The theme of guilt may be examined much more thoroughly in the three linked short stories (Chance, Soon, Silence) but Almodóvar’s film, with its economy and beauty, is more taut and compelling. The scene in which young Julieta meets Xoan is far more romantic than the meeting in the film, while the scenes with Xoan’s controlling housekeeper Marian (Rossy de Palma) provide the darkness that is missing elsewhere in the film. Here, Xoan’s housekeeper turns into a Spanish Mrs Danvers. As she suggests that Julieta take the next bus back to where she came from, because Xoan is with his lover Ava (Inma Cuesta), and does not need her, we hear echoes of Daphne Du Maurier’s gothic novel, Rebecca and Hitchcock’s adaptation:

You’re overwrought, madam. I’ve opened a window for you. A little air will do you good. Why don’t you go? Why don’t you leave Manderley? He doesn’t need you. He’s got his memories. He doesn’t love you – he wants to be alone again with her.

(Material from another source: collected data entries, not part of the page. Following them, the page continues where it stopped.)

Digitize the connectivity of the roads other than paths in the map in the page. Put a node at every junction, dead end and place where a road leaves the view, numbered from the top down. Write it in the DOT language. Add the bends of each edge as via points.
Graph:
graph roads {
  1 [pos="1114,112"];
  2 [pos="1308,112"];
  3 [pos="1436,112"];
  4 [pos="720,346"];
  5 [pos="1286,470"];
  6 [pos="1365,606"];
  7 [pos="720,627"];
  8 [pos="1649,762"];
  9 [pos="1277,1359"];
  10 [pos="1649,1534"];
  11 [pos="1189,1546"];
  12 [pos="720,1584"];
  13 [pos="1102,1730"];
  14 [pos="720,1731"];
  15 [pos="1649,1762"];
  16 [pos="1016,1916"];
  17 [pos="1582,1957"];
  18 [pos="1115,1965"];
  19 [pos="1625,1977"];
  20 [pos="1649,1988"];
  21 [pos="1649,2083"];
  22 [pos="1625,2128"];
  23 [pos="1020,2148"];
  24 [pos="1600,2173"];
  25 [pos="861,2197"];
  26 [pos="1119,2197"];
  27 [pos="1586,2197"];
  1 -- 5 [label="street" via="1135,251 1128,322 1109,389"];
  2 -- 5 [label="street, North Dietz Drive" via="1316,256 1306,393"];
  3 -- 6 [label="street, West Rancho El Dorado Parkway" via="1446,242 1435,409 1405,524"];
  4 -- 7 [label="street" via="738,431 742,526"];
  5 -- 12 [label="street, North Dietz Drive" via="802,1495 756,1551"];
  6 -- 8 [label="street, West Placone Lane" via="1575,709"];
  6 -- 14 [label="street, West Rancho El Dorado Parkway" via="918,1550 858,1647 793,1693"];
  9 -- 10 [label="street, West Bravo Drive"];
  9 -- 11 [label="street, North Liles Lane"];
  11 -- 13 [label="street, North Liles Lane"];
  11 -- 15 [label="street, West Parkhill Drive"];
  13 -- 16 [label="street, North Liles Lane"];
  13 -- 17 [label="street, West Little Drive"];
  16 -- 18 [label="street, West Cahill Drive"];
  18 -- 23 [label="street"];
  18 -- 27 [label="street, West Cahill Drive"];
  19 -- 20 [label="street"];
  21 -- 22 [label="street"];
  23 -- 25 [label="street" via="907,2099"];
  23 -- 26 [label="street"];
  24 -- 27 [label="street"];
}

One of the decisions a director has to make with a story that extends over time is whether to age up one actress with prosthetics, make-up, hair and costume (Almodóvar originally had Meryl Streep in mind), or cast two actresses who look a bit alike. In this case, Almodóvar spared us the cringes that accompany ageing-up, but has left himself with two actresses who are so different (not only in looks but in personalities and mannerisms) that it’s hard to believe one has transformed into another. Fortunately, the stunning, independent-minded Ugarte’s Julieta with the great smile gets the romantic early scenes of teaching and meeting Xoan. She seems a perfect match for Marion, if not for Antía. Still, you can’t quite believe this woman would be happy as a fisherman’s housewife with a domineering housekeeper – when they only have one child. Suárez, on the other hand, seems born to brood in guilt and loss.

The real weak link here, from a psychological and casting point-of-view is Antía. Both the actress who plays her and her underwritten role make it difficult for us to follow the pattern of guilt and then blame, when we learn that Antía knew more than her mother thought. The cult she joins that allegedly alters her way of thinking, is brought up only to be dropped as it is then suggested that Antía had turned her back on her mother before leaving for the retreat.

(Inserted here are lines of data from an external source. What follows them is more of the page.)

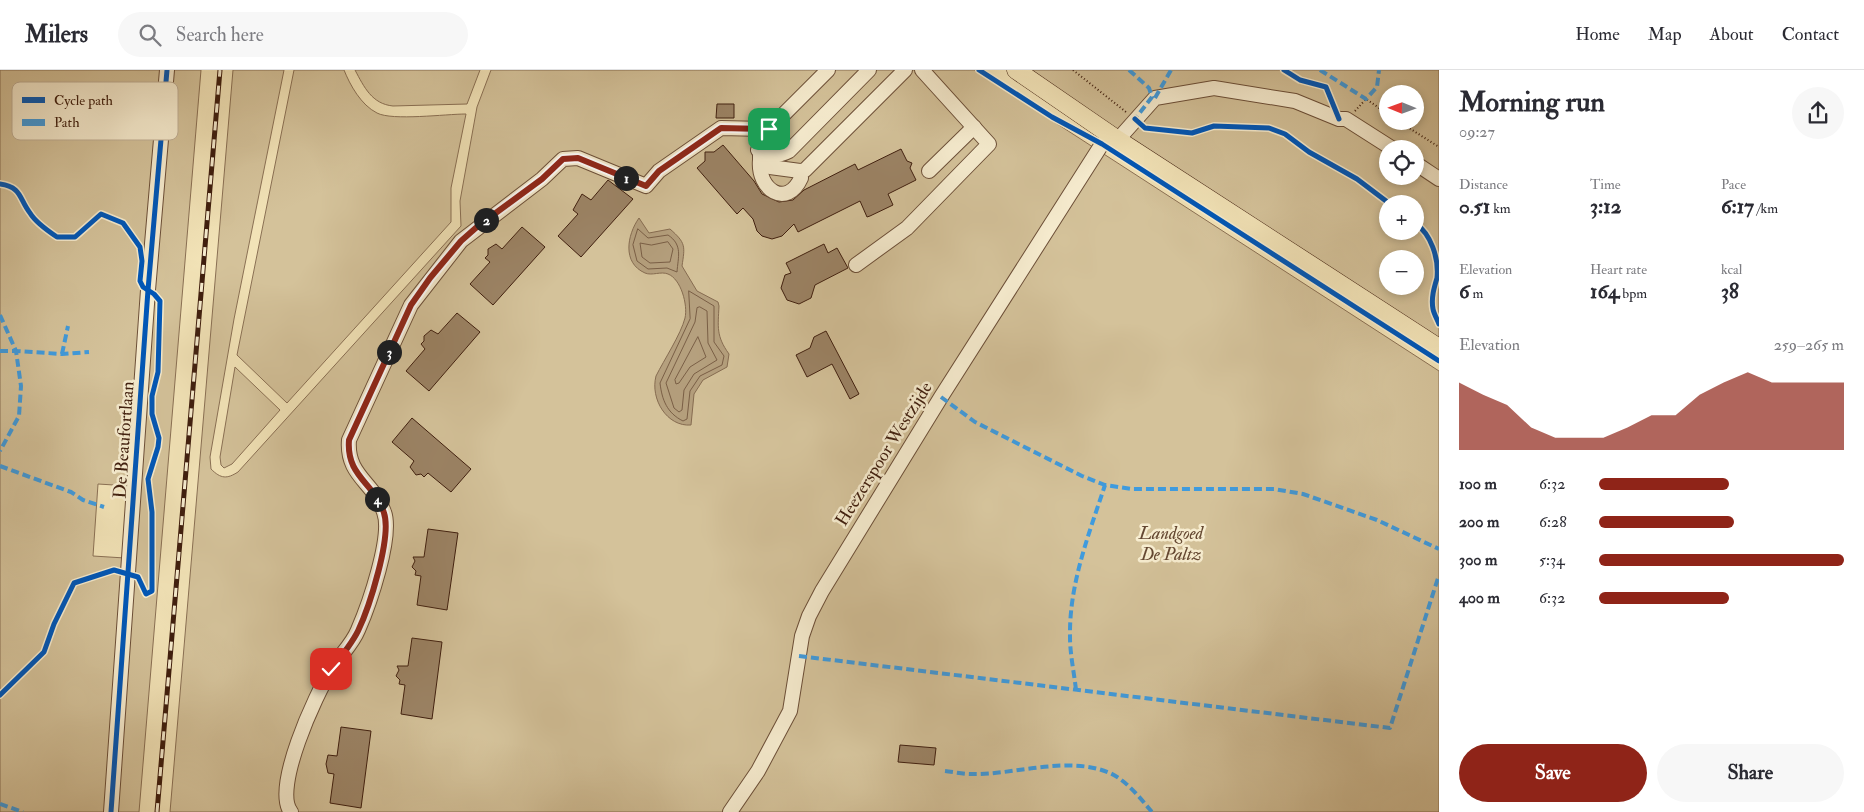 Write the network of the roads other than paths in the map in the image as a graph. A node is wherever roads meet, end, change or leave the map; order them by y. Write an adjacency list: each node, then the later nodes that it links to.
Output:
1 (828, 70): 7 (street)
2 (869, 70): 11 (street)
3 (905, 70): 13 (street)
4 (922, 70): 6 (street)
5 (1016, 70): 8 (main road)
6 (974, 127): 14 (street); 16 (street)
7 (769, 129): 11 (street); 19 (street)
8 (1115, 138): 10 (street, Heezerspoor Westzijde); 17 (main road); 20 (street, Heezerspoor Westzijde)
9 (161, 140): 18 (street, De Beaufortlaan)
10 (1379, 140)
11 (759, 155): 13 (street); 13 (street)
12 (1424, 170): 15 (street)
13 (800, 171)
14 (929, 172)
15 (1439, 179)
16 (856, 265)
17 (1439, 348)
18 (111, 812)
19 (291, 812)
20 (730, 812)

Never mind about all that! If you can’t make it to the David Hockney exhibit at the RA, you will get your fix of design, bold colours and perfect framing here. Who cares that Xoan’s gray stone gothic villa right on top of a boat-bobbing blue bay is not exactly a fisherman’s hut: it’s a post-card love nest for Julieta and Xoan. And better not ask how, twenty years after the sale of said house, ever-unemployed Julieta can afford the rent on a sprawling flat in a chic quarter of Madrid: it’s a great space for sorrow.